Importing data from tabular data files

To read data from a CSV-like file, use the readtable function:

DataTables.readtableFunction.

Read data from a tabular-file format (CSV, TSV, ...)

readtable(filename, [keyword options])

Arguments

  • filename::AbstractString : the filename to be read

Keyword Arguments

  • header::Bool – Use the information from the file's header line to determine column names. Defaults to true.

  • separator::Char – Assume that fields are split by the separator character. If not specified, it will be guessed from the filename: .csv defaults to ',', .tsv defaults to ' ', .wsv defaults to ' '.

  • quotemark::Vector{Char} – Assume that fields contained inside of two quotemark characters are quoted, which disables processing of separators and linebreaks. Set to Char[] to disable this feature and slightly improve performance. Defaults to ['"'].

  • decimal::Char – Assume that the decimal place in numbers is written using the decimal character. Defaults to '.'.

  • nastrings::Vector{String} – Translate any of the strings into this vector into a NULL value. Defaults to ["", "NULL", "NA"].

  • truestrings::Vector{String} – Translate any of the strings into this vector into a Boolean true. Defaults to ["T", "t", "TRUE", "true"].

  • falsestrings::Vector{String} – Translate any of the strings into this vector into a Boolean false. Defaults to ["F", "f", "FALSE", "false"].

  • makefactors::Bool – Convert string columns into CategoricalVector's for use as factors. Defaults to false.

  • nrows::Int – Read only nrows from the file. Defaults to -1, which indicates that the entire file should be read.

  • names::Vector{Symbol} – Use the values in this array as the names for all columns instead of or in lieu of the names in the file's header. Defaults to [], which indicates that the header should be used if present or that numeric names should be invented if there is no header.

  • eltypes::Vector – Specify the types of all columns. Defaults to [].

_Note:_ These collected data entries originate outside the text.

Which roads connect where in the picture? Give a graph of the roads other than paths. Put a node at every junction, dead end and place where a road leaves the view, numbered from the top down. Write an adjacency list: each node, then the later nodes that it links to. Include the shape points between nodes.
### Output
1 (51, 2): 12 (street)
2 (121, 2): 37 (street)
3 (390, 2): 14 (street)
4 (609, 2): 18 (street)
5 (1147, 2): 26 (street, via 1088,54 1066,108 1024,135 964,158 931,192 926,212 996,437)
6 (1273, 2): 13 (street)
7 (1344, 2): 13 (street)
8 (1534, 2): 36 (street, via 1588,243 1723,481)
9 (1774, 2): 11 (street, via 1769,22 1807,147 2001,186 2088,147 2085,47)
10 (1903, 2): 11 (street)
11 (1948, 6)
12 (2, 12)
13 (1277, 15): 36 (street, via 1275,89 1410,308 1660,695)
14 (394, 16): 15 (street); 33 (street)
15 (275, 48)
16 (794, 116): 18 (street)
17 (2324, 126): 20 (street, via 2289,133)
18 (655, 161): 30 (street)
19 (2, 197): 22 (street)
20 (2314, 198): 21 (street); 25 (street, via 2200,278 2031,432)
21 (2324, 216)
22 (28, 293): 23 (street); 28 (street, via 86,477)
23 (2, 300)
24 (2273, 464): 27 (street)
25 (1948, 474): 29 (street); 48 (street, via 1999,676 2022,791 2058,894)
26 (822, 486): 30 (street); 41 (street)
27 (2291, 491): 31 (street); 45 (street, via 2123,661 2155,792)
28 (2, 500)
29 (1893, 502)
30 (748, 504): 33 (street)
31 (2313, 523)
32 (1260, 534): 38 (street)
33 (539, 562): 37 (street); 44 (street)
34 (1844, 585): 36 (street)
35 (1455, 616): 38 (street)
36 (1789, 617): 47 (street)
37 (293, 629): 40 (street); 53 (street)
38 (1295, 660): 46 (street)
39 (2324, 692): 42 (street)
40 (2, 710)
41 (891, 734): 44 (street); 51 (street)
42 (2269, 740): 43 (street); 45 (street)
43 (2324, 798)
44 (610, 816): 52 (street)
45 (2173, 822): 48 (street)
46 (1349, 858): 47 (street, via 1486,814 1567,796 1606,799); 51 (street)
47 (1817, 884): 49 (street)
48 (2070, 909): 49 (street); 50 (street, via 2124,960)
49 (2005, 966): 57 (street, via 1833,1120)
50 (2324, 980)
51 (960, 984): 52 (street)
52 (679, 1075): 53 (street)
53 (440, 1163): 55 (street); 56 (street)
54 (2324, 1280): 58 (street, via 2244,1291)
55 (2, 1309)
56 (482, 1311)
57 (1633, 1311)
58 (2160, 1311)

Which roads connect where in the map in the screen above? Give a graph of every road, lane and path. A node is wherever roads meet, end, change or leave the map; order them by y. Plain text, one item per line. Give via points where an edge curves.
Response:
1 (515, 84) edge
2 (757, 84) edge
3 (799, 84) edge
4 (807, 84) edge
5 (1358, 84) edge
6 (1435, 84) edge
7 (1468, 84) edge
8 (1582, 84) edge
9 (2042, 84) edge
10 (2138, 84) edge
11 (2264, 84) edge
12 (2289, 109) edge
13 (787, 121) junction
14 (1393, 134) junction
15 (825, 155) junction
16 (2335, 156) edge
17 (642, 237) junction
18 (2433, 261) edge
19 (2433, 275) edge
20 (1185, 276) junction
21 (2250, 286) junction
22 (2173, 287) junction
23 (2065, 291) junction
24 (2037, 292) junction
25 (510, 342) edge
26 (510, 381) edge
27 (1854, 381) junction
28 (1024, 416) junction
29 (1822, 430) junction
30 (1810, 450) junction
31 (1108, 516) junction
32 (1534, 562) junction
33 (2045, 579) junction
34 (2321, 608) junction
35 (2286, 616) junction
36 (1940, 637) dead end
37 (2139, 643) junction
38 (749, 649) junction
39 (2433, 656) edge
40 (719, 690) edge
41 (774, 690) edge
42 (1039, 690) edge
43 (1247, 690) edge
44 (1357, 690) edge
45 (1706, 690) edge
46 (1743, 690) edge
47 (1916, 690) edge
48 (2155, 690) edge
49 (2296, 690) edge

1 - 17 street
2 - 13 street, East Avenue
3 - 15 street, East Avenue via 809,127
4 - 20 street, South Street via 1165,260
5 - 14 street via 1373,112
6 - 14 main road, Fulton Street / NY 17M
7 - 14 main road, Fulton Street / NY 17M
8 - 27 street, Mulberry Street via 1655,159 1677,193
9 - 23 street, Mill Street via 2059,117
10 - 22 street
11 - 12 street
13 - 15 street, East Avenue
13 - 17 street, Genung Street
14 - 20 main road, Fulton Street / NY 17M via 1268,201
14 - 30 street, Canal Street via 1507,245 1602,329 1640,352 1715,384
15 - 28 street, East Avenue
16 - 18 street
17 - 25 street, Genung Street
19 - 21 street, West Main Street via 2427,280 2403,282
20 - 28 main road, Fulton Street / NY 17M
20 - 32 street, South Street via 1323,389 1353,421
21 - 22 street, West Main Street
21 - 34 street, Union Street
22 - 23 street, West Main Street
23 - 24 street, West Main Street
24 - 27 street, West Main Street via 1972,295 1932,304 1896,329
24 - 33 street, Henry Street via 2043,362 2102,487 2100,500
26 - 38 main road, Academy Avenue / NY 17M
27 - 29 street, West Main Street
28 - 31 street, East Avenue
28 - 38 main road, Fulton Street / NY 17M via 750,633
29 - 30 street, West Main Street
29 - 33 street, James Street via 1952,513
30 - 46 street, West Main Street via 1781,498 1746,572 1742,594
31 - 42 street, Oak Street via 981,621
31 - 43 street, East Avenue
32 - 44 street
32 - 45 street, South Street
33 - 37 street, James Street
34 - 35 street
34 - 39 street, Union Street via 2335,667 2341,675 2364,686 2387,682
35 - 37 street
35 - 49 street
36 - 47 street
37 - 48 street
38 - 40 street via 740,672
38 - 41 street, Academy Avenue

  • allowcomments::Bool – Ignore all text inside comments. Defaults to false.

  • commentmark::Char – Specify the character that starts comments. Defaults to '#'.

  • ignorepadding::Bool – Ignore all whitespace on left and right sides of a field. Defaults to true.

  • skipstart::Int – Specify the number of initial rows to skip. Defaults to 0.

  • skiprows::Vector{Int} – Specify the indices of lines in the input to ignore. Defaults to [].

  • skipblanks::Bool – Skip any blank lines in input. Defaults to true.

  • encoding::Symbol – Specify the file's encoding as either :utf8 or :latin1. Defaults to :utf8.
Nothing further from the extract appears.